How many people understand the difference between pull and push email and how it affects them in the pocket? How many developers understand why Neutrino has advantages over iOS?
A serious marketing department would have launched the Playbook by giving them away to every Android developer who cared to ask for one. They would have spent money in product placement, developed a Curve phone optimised to work with the Playbook, and sold them as a single product so that people "got" the Bridge from day 1. Instead, they launched at far too high a price with a corporate advertisement that nobody understood. People saw the lack of native email as a downside, not seeing that with a BB phone you had one mobile connection that worked both devices. It was a classical launch by engineers who assumed that everybody was as clever as they were.
However, unlike HP, the tablet is pretty good, and there is still market share to lose. Their best bet is to spend marketing money outside the US in the emergent markets and Europe, since they cannot compete with Apple.
From scarped cliff or quarried stone she cries "A thousand types are gone, I care for nothing, no not one."
I guess that'll be the end of RIM. Last year it was REM. What's next? RAM? ROM?
Oh dear God, please don't let it be rum!
Jesus was all right but his disciples were thick and ordinary. -John Lennon
You talk about Elop like he is a good thing, when he is either a complete idiot or a Microsoft shill (I estimate the latter).

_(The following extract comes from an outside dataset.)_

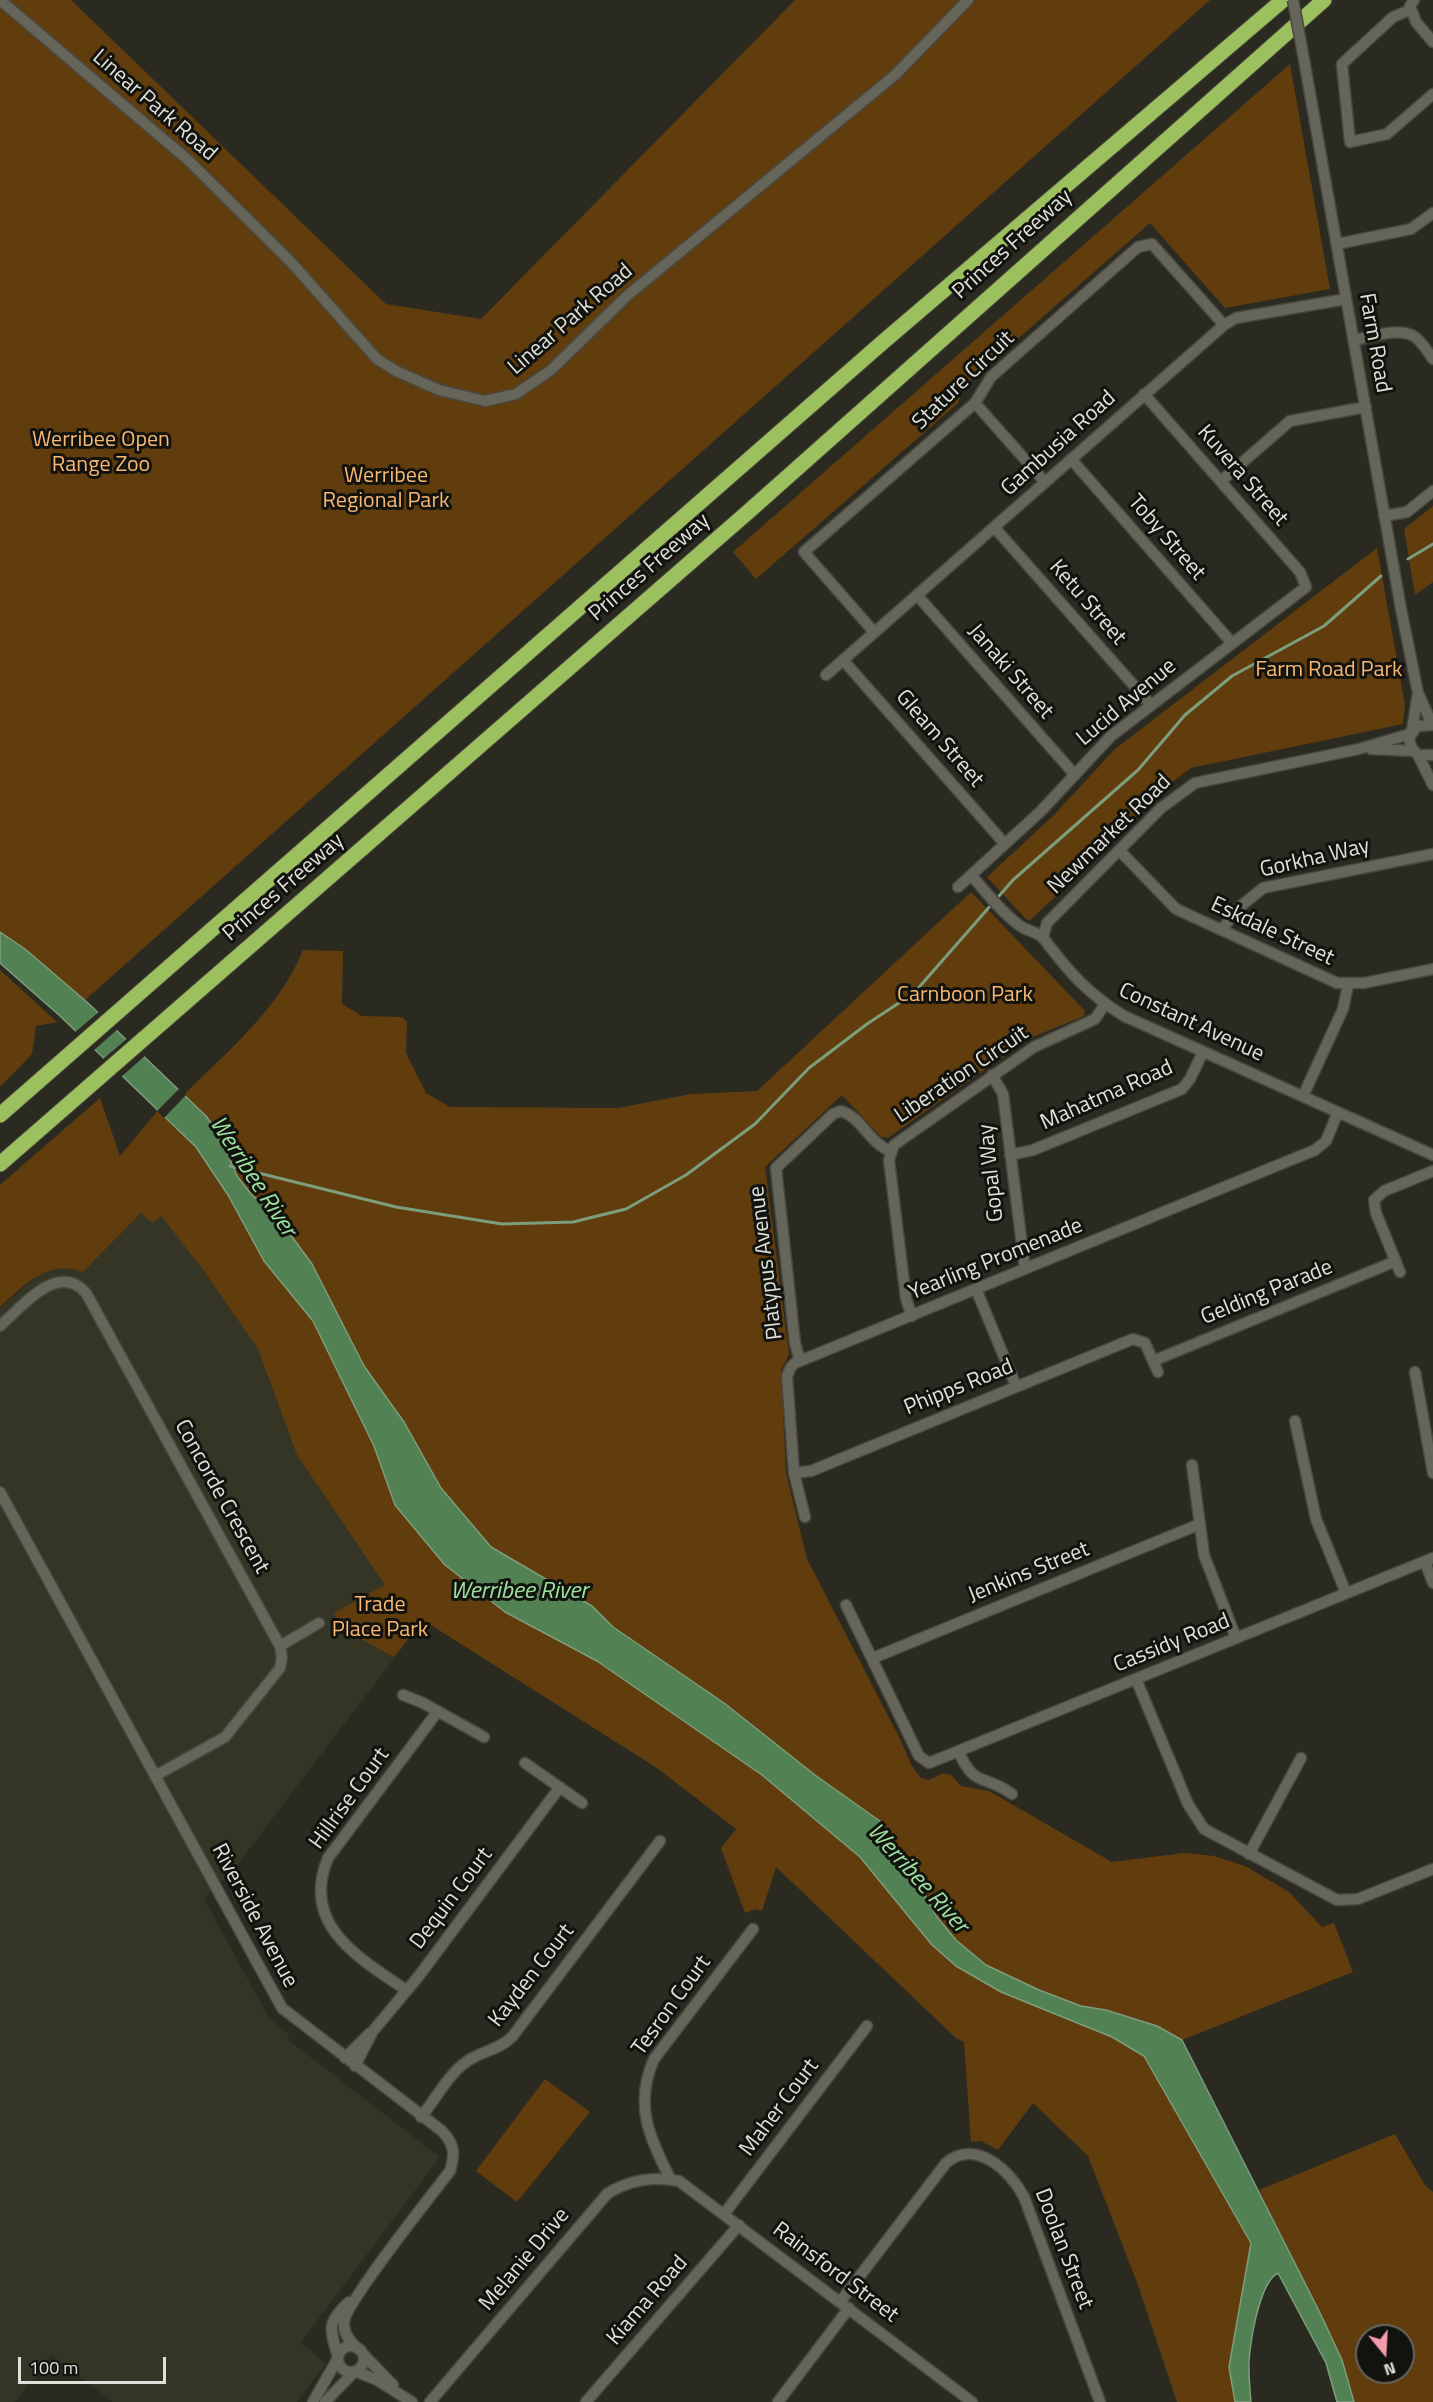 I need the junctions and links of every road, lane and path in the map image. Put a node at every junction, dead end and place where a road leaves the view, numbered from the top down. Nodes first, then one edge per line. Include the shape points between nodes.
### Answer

He was correct that Symbian was a difficult environment to develop to (my company gave it up for that reason), however Nokia had explicitly asked Symbian developers to hold on and they would provide a unified dev environment for all their platforms based on QT, so things were getting better. So, with one announcement he breaks the promise and alienates the thousands of Symbian developers. Developers are the only thing more important than consumers, by alienating them he most likely guaranteed Nokia will fail. He is probably confident that Windows developers will jump to Windows OS so he doesn't really need the traditional Nokia developers. He is probably wrong.
Then, his only problem with MeeGo (that he admitted - not being a Microsoft OS is more likely the true reason) is that at most Nokia would have one MeeGo device this year. Hey! Do you know which other company does not release more than one new device per year? Perhaps the one you are trying to go after? How do THEY do it? And of course, let's not mention that it was a lie - they had TWO devices to release, the N9 which was released in very small markets (Kazakhstan, Denmark etc lest someone might notice how good it is) and the N950 which was not sold but given to a few select MeeGo developers (you can't even find it on ebay at any price).

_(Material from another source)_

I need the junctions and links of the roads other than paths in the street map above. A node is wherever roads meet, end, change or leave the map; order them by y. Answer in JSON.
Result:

And have you seen the N9? Probably not since it was not sold in any major markets, but it is truly an awesome device mainly due to its OS. My company currently mainly works on iOS so I have all the Apple devices at home, but when my wife saw the N9 it was the only time she was impressed by a device. (Her words after trying out "hey, compared to your iphone this looks like it came from 2050!"). So while the N900 was the perfect geek tool, the N9 is the only device I have tried that is easier, more fun to use and much much more powerful than the iOS devices (sorry Android...).
So, yeah, while Symbian had to go, the developers should not have been scared away. They should have been first moved to MeeGo, which was the original plan with the QT platform being the common denominator, and all resources gone to MeeGo which (sadly, because it is stillborn) is the best current mobile OS, although the limited resources behind it kind of show up as some instability...
If you think I talked to much about Nokia, you should see how much I could say about RIM. However, current litigation prevents me from doing so, so commenting on RIM's outgoing "NIH" leaders or their successor will have to be deferred to a later time...
Violence is the last refuge of the incompetent. Polar Scope Align for iOS
Your post shows EXACTLY the problem with RIM - the thinking that screen size, screen quality, browser features and games are unimportant for business users. Of course they are important - and we want our corporate email, calendar & address book AND a good browser, games & a nice screen.
The most telling part of your post that indicates you are a dinosaur is this line: "It stays on my belt out of the way, along with my personal phone ( a 5 year old dumb phone that can make calls and text), knife, flashlight and wahtever else I may be carrying." Be gone ye demon of the past - there is no place for you in this time!!